Commencez cette procédure en recouvrant les électrodes des fils d’enregistrement et de référence qui seront utilisées avec une couche de chlorure d’argent. Trempez les électrodes dans une molaire de chlorure de sodium. Ensuite, en utilisant une source d’alimentation de 15 volts avec une onde sinusoïdale d’un hertz, pilotez 15 volts entre eux pendant environ 20 secondes.
À l’aide d’un extracteur de micro-pipettes, préparez des pipettes patch à partir de verre de silice BO poli au feu, en choisissant une résistance de pointe de pipette basée sur la taille des cellules cibles pour les corps cellulaires d’environ 20 microns de diamètre. Utilisez un tuyau en PET avec une résistance de pointe de cinq à 10 méga ohms pour les corps de cellules. Après environ cinq microns de diamètre, utilisez une résistance de pointe de 12 à 15 méga ohms.
Pour préparer les électrodes de référence à la terre, utilisez une seringue pour remplir le tube de polyéthylène avec une solution de gélose à 3,5 % préparée dans un chlorure de sodium millimolaire. Ensuite, préparez les solutions suivantes selon les instructions du protocole écrit qui l’accompagne. Solution de tranchage de la solution de bain externe, solution interne de pipette d’aspartate de potassium et butée anti-géloses.
Conservez toutes les solutions à quatre degrés Celsius jusqu’à ce qu’elles soient nécessaires. Le jour de l’expérience, Thor a bu environ 1,5 millilitre de solution interne d’aspartate de potassium. Ajoutez ensuite du Fluor dilué.
Versez environ 50 millilitres de milieu à base de bicarbonate de sodium dans le récipient de stockage étanche à la lumière. Connectez le tube en plastique à un réservoir de gaz contenant 5 % de dioxyde de carbone et 95 % d’oxygène pour équilibrer le média visé avec le gaz, puis placez le récipient dans un bain-marie de 30 à 32 degrés Celsius. Ensuite, remplissez une bouteille de 110 millilitres de buts, un moyen contenant des pois et placez-le sur de la glace.

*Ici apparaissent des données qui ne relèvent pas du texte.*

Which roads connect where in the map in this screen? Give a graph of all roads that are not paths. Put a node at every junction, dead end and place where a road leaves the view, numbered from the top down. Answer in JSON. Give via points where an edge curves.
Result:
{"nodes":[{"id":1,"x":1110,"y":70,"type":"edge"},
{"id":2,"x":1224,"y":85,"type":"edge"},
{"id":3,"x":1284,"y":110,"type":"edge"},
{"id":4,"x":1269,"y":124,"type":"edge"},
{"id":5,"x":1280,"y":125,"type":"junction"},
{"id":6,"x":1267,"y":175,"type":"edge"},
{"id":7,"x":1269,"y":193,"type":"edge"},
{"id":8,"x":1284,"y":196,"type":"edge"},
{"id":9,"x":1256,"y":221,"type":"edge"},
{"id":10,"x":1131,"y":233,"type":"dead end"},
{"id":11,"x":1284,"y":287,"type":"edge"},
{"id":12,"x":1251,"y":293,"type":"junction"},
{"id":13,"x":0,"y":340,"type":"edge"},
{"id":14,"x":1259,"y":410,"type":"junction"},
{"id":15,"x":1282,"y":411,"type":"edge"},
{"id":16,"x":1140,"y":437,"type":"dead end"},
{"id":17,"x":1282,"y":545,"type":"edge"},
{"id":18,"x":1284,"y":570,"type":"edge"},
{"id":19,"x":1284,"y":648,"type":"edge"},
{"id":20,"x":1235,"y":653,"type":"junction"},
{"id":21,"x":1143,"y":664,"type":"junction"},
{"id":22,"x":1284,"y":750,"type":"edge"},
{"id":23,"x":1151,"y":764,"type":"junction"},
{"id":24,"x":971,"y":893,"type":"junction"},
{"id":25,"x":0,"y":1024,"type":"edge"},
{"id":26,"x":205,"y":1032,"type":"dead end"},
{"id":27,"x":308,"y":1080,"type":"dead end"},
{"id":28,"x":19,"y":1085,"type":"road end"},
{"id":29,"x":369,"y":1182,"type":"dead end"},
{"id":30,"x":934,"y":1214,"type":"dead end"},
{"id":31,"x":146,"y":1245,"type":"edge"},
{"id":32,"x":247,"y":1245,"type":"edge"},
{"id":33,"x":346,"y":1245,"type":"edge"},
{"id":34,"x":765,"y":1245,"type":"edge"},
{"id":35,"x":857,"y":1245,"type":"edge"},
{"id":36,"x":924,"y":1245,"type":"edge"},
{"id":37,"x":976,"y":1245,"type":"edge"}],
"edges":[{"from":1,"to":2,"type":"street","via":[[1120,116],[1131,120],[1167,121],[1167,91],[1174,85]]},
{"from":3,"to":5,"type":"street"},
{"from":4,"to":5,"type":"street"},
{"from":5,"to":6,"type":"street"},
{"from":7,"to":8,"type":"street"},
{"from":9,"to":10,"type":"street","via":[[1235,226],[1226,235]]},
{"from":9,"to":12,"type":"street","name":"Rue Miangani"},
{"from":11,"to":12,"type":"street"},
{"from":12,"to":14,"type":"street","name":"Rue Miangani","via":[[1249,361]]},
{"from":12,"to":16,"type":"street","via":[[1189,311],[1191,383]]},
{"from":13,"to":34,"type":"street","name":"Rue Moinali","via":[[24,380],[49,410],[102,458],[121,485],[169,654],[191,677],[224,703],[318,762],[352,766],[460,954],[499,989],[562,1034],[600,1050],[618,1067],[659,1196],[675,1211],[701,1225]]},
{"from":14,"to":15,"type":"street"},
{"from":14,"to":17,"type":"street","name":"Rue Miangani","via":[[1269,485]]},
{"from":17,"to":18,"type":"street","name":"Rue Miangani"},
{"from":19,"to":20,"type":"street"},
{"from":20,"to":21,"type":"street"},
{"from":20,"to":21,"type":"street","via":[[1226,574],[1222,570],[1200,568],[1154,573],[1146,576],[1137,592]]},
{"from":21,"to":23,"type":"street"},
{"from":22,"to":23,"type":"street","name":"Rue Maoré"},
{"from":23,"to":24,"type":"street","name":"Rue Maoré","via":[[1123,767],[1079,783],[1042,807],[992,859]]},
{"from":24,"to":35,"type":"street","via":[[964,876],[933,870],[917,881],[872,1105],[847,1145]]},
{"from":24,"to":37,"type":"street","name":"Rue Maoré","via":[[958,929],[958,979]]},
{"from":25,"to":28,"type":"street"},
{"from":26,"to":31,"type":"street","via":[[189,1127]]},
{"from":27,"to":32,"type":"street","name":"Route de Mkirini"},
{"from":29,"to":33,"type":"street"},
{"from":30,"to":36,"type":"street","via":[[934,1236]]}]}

Égalisez le milieu en faisant bouillonner la solution avec 100 % d’oxygène gazeux. Placez le milieu aimes restant contenant du bicarbonate de sodium dans un réservoir chauffé au-dessus de la cage de Faraday. Enroulez le paraform autour du tube et du bouchon de la bouteille pour piéger le gaz dans l’espace au-dessus de la solution et équilibrez avec 5 % de dioxyde de carbone et 95 % d’oxygène gazeux.
À l’aide d’un tube de dispersion d’air en verre, préparez des aros à basse température de gélification de 3 % en ajoutant 0,75 gramme à 25 millilitres de cibles moyennes avec beaucoup de chaleur. La solution est d’environ 115 degrés Celsius en remuant. Lorsque la solution devient claire sans bulles, placez la solution de gélose fondue dans un bain-marie à 42 degrés Celsius.
Installez la chambre d’enregistrement sur le microscope inversé. Faites glisser un pont de gélose de cinq centimètres sur l’électrode de référence en argent et en chlorure d’argent et placez-la dans la chambre d’enregistrement. La résistance de la pointe de la pipette peut être mesurée en remplissant une pipette avec une solution interne, en la plaçant sur le support de pipette, en plaçant le support de pipette dans l’étage de tête de l’amplificateur et en abaissant la pipette dans la solution pour préserver le pigment visuel pour les enregistrements physiologiques, toutes les procédures doivent être effectuées sous lumière infrarouge à l’aide de lunettes infrarouges, mais toutes les procédures seront montrées ici à la lumière ambiante.
Une fois la souris euthanasiée, utilisez des ciseaux incurvés pour retirer rapidement les yeux. Placez les yeux sur un morceau de papier filtre pour éviter qu’ils ne roulent. Tenez ensuite un œil en place avec une pince et utilisez une fine lame à double face pour faire une fente dans la cornée.
Dès que le globe oculaire est perforé. Transférez l’œil dans une boîte de Pétri de 60 millimètres remplie de cibles moyennes. En utilisant la fente dans la cornée comme point d’entrée, utilisez de petits ciseaux pour couper les parties restantes de la cornée.
Retirez ensuite le cristallin et l’humeur vitrée, en vous assurant que la rétine reste attachée à l’œilleton. Placez-le dans un récipient étanche léger rempli de buts. Milieu équilibré avec 5 % de dioxyde de carbone dans 95 % d’oxygène à 32 degrés Celsius.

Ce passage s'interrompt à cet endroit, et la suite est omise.